Industrie und auch Handel bereiten sich frühzeitig auf kommende Veränderungen vor. Aktuell bleibt noch abzuwarten, worauf sich die europäischen Institutionen in den einzelnen Punkten konkret einigen und welche Umsetzungsspielräume die Mitglied-Staaten ggfs. wählen. Interessant wird, welche Auswirkungen die Regelung über umweltbezogene Aussagen haben wird. Hier ist Potential für relevante Veränderungen, wenn man bedenkt, wie großzügig aktuell manche Nachhaltigkeitsaussagen geäußert werden. Nicht alles ist fundiert oder nachprüfbar. Hier bleibt aber insgesamt noch etwas Zeit, die Folgen abzuschätzen, da es unwahrscheinlich ist, dass die „Green Claims“ Richtlinie noch in dieser Legislaturperiode verabschiedet wird.

Gibt es Bemühungen, die Energieeffizienzklassen für Elektrogeräte auf ein nach oben hin offenes System umzustellen? Nach der letzten Reform gibt es zum Beispiel jetzt schon wieder Waschmaschinen, die das Label A -30 Prozent tragen.
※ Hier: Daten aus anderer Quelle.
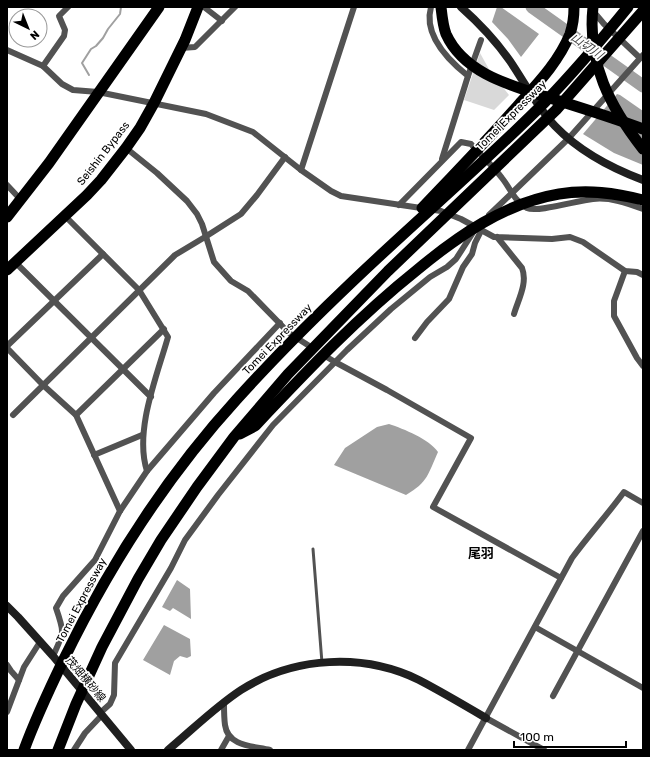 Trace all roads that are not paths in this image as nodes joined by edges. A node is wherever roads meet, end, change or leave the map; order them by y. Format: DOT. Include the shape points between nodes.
graph roads {
  1 [pos="68,7"];
  2 [pos="159,7"];
  3 [pos="198,7"];
  4 [pos="204,7"];
  5 [pos="235,7"];
  6 [pos="354,7"];
  7 [pos="431,7"];
  8 [pos="441,7"];
  9 [pos="461,7"];
  10 [pos="574,7"];
  11 [pos="592,7"];
  12 [pos="628,7"];
  13 [pos="643,11"];
  14 [pos="222,20"];
  15 [pos="481,40"];
  16 [pos="181,48"];
  17 [pos="7,50"];
  18 [pos="642,57"];
  19 [pos="43,66"];
  20 [pos="468,76"];
  21 [pos="98,92"];
  22 [pos="154,103"];
  23 [pos="643,129"];
  24 [pos="568,139"];
  25 [pos="126,148"];
  26 [pos="643,149"];
  27 [pos="285,157"];
  28 [pos="478,158"];
  29 [pos="441,161"];
  30 [pos="301,170"];
  31 [pos="643,180"];
  32 [pos="7,185"];
  33 [pos="512,192"];
  34 [pos="21,200"];
  35 [pos="643,200"];
  36 [pos="399,205"];
  37 [pos="643,209"];
  38 [pos="7,216"];
  39 [pos="65,216"];
  40 [pos="479,230"];
  41 [pos="205,237"];
  42 [pos="498,237"];
  43 [pos="103,254"];
  44 [pos="452,262"];
  45 [pos="16,263"];
  46 [pos="7,270"];
  47 [pos="461,271"];
  48 [pos="625,271"];
  49 [pos="643,275"];
  50 [pos="139,290"];
  51 [pos="55,301"];
  52 [pos="514,314"];
  53 [pos="280,323"];
  54 [pos="164,329"];
  55 [pos="91,337"];
  56 [pos="415,338"];
  57 [pos="7,347"];
  58 [pos="334,362"];
  59 [pos="643,366"];
  60 [pos="122,369"];
  61 [pos="293,378"];
  62 [pos="43,385"];
  63 [pos="150,397"];
  64 [pos="13,415"];
  65 [pos="76,415"];
  66 [pos="142,435"];
  67 [pos="94,455"];
  68 [pos="147,471"];
  69 [pos="642,501"];
  70 [pos="120,511"];
  71 [pos="643,531"];
  72 [pos="313,549"];
  73 [pos="561,578"];
  74 [pos="7,606"];
  75 [pos="535,627"];
  76 [pos="40,642"];
  77 [pos="577,651"];
  78 [pos="53,656"];
  79 [pos="322,662"];
  80 [pos="7,665"];
  81 [pos="20,680"];
  82 [pos="643,688"];
  83 [pos="553,696"];
  84 [pos="224,704"];
  85 [pos="7,712"];
  86 [pos="101,714"];
  87 [pos="486,718"];
  88 [pos="229,736"];
  89 [pos="24,750"];
  90 [pos="58,750"];
  91 [pos="74,750"];
  92 [pos="131,750"];
  93 [pos="168,750"];
  94 [pos="221,750"];
  95 [pos="270,750"];
  96 [pos="468,750"];
  97 [pos="544,750"];
  1 -- 19 [label="street" via="59,16 65,30 64,36"];
  2 -- 21 [label="highway"];
  3 -- 16 [label="highway, Seishin Bypass"];
  4 -- 14 [label="street"];
  5 -- 14 [label="street"];
  6 -- 30 [label="street"];
  7 -- 20 [label="street" via="430,24 436,40 444,54"];
  8 -- 23 [label="highway" via="446,34 452,44 472,65 486,74 519,88"];
  9 -- 24 [label="street" via="494,40 544,114"];
  10 -- 28 [label="highway" via="570,33 554,63"];
  11 -- 18 [label="street" via="604,24"];
  11 -- 26 [label="highway" via="594,52 603,83 614,108"];
  12 -- 28 [label="highway, Tomei Expressway" via="546,101"];
  13 -- 61 [label="highway" via="556,110 388,271 320,342"];
  14 -- 16 [label="street" via="195,47"];
  15 -- 20 [label="street"];
  16 -- 22 [label="highway, Seishin Bypass"];
  17 -- 19 [label="street"];
  18 -- 24 [label="street"];
  19 -- 21 [label="street" via="72,90"];
  20 -- 29 [label="street"];
  21 -- 22 [label="street"];
  21 -- 34 [label="highway"];
  22 -- 25 [label="highway, Seishin Bypass"];
  22 -- 27 [label="street" via="206,114 254,132"];
  24 -- 31 [label="street" via="594,157"];
  24 -- 33 [label="street"];
  25 -- 39 [label="highway, Seishin Bypass" via="101,180"];
  25 -- 41 [label="street" via="187,201 197,214"];
  27 -- 30 [label="street"];
  27 -- 41 [label="street" via="241,214"];
  28 -- 89 [label="highway, Tomei Expressway" via="305,328 236,400 163,490 133,534 82,622"];
  29 -- 33 [label="street" via="461,142 471,144 502,177"];
  29 -- 36 [label="street"];
  30 -- 36 [label="street" via="341,196"];
  32 -- 34 [label="street"];
  33 -- 37 [label="street" via="518,201 536,210 579,201 607,199"];
  33 -- 40 [label="street"];
  34 -- 38 [label="highway"];
  35 -- 61 [label="highway" via="608,192 560,194 526,202 496,216 435,255"];
  36 -- 40 [label="street" via="441,211"];
  39 -- 43 [label="street"];
  39 -- 45 [label="highway, Seishin Bypass"];
  40 -- 42 [label="street"];
  40 -- 44 [label="street"];
  40 -- 47 [label="street" via="472,254"];
  41 -- 50 [label="street" via="175,255"];
  41 -- 53 [label="street" via="214,262 231,281 248,291"];
  42 -- 48 [label="street" via="570,237 583,242"];
  42 -- 52 [label="street" via="524,271 522,292"];
  43 -- 50 [label="street"];
  43 -- 51 [label="street"];
  44 -- 47 [label="street"];
  44 -- 58 [label="street" via="391,309"];
  45 -- 46 [label="highway, Seishin Bypass"];
  45 -- 51 [label="street"];
  47 -- 56 [label="street" via="449,299"];
  48 -- 49 [label="street"];
  48 -- 59 [label="street" via="614,301 614,316"];
  50 -- 54 [label="street"];
  50 -- 55 [label="street"];
  51 -- 55 [label="street"];
  51 -- 57 [label="street"];
  53 -- 58 [label="street" via="289,333"];
  53 -- 68 [label="street" via="214,393"];
  54 -- 60 [label="street"];
  54 -- 63 [label="street" via="168,336"];
  55 -- 60 [label="street"];
  55 -- 62 [label="street"];
  57 -- 62 [label="street"];
  58 -- 73 [label="street" via="471,438 433,507"];
  58 -- 86 [label="street" via="273,425 185,540 115,663 114,695"];
  60 -- 63 [label="street"];
  60 -- 65 [label="street"];
  61 -- 90 [label="highway" via="234,437 161,540 102,647"];
  62 -- 64 [label="street"];
  62 -- 65 [label="street"];
  63 -- 66 [label="street"];
  65 -- 67 [label="street"];
  66 -- 67 [label="street"];
  66 -- 68 [label="street" via="143,460"];
  67 -- 70 [label="street"];
  68 -- 70 [label="street"];
  69 -- 73 [label="street" via="624,492 572,558"];
  70 -- 78 [label="street" via="95,560 63,596 56,608 63,634"];
  71 -- 77 [label="street"];
  72 -- 79 [label="lane"];
  73 -- 75 [label="street"];
  74 -- 76 [label="street, 茂畑横砂線"];
  75 -- 77 [label="street"];
  75 -- 87 [label="street"];
  76 -- 78 [label="street, 茂畑横砂線"];
  76 -- 81 [label="street" via="24,667"];
  77 -- 82 [label="street"];
  77 -- 83 [label="street"];
  78 -- 86 [label="street, 茂畑横砂線"];
  79 -- 84 [label="street" via="273,674 242,690"];
  79 -- 87 [label="street" via="358,662 390,669 419,680"];
  80 -- 81 [label="street"];
  81 -- 85 [label="street"];
  84 -- 88 [label="street" via="225,727"];
  84 -- 93 [label="street"];
  86 -- 91 [label="street"];
  86 -- 92 [label="street, 茂畑横砂線"];
  87 -- 96 [label="street"];
  87 -- 97 [label="street"];
  88 -- 94 [label="street"];
  88 -- 95 [label="street" via="236,743"];
}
Das Produktgruppenspezifische Ökodesign und die damit verbundenen Energielabel werden in regelmäßigen Abständen durch die EU-Kommission überprüft. Der letzte große Recast fand 2021 statt, als die Plus-Klassen abgeschafft wurden. Das ist also noch gar nicht so lange her. Ziel war es, dass die neuen Energieklassen eine Weile Bestand haben. Die Produktsegmente haben sich seither unterschiedlich entwickelt – während bei TV-Displays die Einstufung immer noch mehrheitlich in den unteren Klassen verbleibt – was auch an überambitionierten, unsachgemäßen Zielen lag, haben zahlreiche Haushaltgeräte schon wieder die Spitze der Energieeffizienz erreicht. Das ist in erster Linie positiv für den Energieverbrauch in den Haushalten und zeigt, dass die Industrie nicht in ihren Bemühungen nachlässt, weitere Effizienzsteigerungen möglich zu machen.

Herzlichen Dank Frau Chardon, für Ihre Antworten.